Técnicos

Roy Hodgson: patacoadas também na Serie A

Ele está fora. Roy Hodgson, técnico da Inglaterra, não resistiu a mais um vexame do English Team e, após a eliminação nas oitavas de final da Euro 2016 contra a pequena Islândia, pediu demissão do cargo. Não deixa de ser irônico que o treinador tenha caído após perder para a seleção de um país nórdico, da mesma região do globo em que mais teve sucesso.

À frente da seleção inglesa, Hodgson teve exposição comparável apenas às que teve quando foi técnico de Inter e Liverpool. No entanto, os holofotes apontados para ele só evidenciaram o pior: o comandante londrino fez o mesmo que seus antecessores. Ganhou milhões sem merecimento, deixou a torcida empolgada e fracassou na Copa do Mundo e na Euro mesmo com uma boa geração a seu dispor. Acabou sendo mais lembrado por suas feições e gestuais pitorescos, além da total falta de intimidade com uma mentalidade vencedora e o poder de incentivar e convencer seus comandados de suas ideias.

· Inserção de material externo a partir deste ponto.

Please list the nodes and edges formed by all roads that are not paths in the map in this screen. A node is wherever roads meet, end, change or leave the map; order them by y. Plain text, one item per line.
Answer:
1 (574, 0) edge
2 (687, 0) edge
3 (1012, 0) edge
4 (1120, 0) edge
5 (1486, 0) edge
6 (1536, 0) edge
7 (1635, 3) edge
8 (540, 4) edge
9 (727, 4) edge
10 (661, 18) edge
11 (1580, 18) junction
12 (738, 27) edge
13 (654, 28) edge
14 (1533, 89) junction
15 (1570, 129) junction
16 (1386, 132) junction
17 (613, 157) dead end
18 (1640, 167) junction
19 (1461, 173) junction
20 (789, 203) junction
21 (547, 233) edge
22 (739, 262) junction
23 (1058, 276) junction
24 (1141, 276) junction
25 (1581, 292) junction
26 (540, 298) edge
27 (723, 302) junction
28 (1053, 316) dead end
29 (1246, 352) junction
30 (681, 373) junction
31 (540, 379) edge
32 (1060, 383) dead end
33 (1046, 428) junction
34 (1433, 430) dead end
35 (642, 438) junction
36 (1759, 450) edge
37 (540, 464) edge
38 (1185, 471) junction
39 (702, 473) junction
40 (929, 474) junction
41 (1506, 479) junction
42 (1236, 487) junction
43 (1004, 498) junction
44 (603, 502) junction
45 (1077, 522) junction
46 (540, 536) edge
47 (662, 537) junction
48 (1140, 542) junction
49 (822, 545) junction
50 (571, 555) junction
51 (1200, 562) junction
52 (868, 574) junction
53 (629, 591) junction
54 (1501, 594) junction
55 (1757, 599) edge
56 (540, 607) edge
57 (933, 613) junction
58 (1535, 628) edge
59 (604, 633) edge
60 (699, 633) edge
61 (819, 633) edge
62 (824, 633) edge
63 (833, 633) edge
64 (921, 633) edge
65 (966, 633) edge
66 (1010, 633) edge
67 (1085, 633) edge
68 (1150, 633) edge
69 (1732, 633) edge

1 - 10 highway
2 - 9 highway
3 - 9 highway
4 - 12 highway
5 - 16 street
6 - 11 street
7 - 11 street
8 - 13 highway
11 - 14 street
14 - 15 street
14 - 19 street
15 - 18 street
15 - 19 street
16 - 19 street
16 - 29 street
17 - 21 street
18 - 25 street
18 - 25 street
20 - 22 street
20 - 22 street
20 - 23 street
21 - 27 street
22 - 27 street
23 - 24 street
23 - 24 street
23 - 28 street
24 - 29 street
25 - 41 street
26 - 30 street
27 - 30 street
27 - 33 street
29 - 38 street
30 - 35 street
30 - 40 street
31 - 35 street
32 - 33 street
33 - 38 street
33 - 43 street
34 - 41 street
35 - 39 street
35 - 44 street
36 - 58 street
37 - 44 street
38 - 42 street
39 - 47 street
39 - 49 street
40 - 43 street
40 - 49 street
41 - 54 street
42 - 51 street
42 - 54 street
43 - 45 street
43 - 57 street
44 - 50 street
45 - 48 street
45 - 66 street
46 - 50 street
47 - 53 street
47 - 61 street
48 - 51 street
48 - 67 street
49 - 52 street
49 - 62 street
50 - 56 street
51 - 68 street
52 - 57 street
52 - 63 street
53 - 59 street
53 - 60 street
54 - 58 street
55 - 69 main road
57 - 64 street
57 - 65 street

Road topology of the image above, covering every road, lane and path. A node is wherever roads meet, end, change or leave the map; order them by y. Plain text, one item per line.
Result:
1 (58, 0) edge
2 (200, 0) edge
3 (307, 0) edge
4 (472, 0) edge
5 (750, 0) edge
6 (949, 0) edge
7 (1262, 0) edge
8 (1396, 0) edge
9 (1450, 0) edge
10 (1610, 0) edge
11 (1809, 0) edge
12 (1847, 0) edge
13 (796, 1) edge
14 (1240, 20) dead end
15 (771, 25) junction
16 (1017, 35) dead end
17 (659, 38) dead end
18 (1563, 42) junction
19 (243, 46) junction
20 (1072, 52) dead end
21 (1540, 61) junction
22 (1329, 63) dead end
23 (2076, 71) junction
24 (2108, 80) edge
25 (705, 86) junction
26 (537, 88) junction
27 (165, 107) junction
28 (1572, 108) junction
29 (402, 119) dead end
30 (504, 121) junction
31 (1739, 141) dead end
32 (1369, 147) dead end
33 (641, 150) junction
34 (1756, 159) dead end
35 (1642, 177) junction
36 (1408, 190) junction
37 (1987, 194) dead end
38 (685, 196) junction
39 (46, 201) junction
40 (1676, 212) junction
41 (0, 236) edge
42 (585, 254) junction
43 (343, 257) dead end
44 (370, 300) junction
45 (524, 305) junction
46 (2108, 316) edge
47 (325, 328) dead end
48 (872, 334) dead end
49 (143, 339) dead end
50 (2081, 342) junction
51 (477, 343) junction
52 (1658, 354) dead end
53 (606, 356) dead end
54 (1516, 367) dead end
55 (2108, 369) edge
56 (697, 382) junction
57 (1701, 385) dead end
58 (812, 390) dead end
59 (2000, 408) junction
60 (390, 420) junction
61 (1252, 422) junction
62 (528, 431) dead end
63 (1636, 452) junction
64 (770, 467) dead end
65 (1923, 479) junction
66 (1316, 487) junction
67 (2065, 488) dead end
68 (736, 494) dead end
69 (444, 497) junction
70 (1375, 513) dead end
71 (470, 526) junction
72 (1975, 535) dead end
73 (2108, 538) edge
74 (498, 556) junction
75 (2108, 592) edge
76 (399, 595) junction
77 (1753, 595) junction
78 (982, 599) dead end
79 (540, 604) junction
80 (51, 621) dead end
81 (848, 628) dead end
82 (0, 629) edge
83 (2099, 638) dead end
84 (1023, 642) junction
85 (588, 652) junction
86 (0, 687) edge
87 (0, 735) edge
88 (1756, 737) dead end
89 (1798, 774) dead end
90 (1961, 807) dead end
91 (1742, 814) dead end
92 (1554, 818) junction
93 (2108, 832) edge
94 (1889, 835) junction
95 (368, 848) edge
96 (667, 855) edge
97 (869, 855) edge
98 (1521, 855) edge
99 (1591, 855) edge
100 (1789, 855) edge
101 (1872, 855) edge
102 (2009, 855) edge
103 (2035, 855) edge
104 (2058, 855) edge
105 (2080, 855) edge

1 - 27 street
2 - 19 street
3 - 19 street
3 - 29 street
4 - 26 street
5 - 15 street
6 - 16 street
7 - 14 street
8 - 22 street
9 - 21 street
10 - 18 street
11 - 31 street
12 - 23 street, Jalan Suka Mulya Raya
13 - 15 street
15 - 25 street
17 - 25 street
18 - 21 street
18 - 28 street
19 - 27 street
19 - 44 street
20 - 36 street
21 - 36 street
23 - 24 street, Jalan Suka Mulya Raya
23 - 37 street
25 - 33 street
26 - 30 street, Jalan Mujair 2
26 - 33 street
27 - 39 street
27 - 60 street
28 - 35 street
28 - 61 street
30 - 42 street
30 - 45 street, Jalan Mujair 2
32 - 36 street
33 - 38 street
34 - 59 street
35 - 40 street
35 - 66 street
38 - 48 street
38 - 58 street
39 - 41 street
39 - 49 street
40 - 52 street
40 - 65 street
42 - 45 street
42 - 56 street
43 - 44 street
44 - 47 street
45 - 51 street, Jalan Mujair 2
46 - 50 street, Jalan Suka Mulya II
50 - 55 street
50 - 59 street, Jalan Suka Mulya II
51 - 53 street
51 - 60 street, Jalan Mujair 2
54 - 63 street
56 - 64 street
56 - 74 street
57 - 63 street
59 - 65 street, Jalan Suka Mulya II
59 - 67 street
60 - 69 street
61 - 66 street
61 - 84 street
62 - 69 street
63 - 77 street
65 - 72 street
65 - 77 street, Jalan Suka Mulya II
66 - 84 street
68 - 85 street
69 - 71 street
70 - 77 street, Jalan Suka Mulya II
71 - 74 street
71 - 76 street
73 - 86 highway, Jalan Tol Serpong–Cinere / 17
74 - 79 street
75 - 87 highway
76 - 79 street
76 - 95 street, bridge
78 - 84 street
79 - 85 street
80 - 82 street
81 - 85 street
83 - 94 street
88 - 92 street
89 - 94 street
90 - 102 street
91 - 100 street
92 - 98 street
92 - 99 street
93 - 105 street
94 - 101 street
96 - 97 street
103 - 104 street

A definição do Felipe Portes, dono da Todo Futebol, é precisa. A cena antológica do treinador após o gol de Luis Suárez na derrota da Inglaterra para o Uruguai durante a Copa do Mundo, também. E apresentam um técnico que passou pela Itália sem deixar saudades.

O homem que descartou Roberto Carlos

Hodgson morava do outro lado dos Alpes quando foi contactado para  se transferir para Milão e fechar com a Inter, com a Serie A 1995-96 já em andamento. O inglês era o técnico da Suíça e aceitou trabalhar na equipe recém-adquirida por Massimo Moratti, a qual assumiu na 7ª rodada do campeonato. Teria o seu emprego de maior destaque pouco depois de comandar os helvéticos na Copa de 1994.

Quando Hodgson chegou na Inter, o clube havia investido bastante e acertado com nomes como Javier Zanetti, Sebastián Rambert, Maurizio Ganz, Salvatore Fresi, Roberto Carlos e seu compatriota, o inglês Paul Ince. Porém, Ottavio Bianchi, seu antecessor, conseguiu a proeza de cair na primeira fase da Copa Uefa para o pequeno Lugano, da Suíça, o que fez a diretoria buscar o inglês no próprio país alpino. English Roy tinha a missão de apagar incêndio, mas não conseguiu fazer mais do que uma temporada medíocre na Lombardia, concluída com a sétima posição no Campeonato Italiano.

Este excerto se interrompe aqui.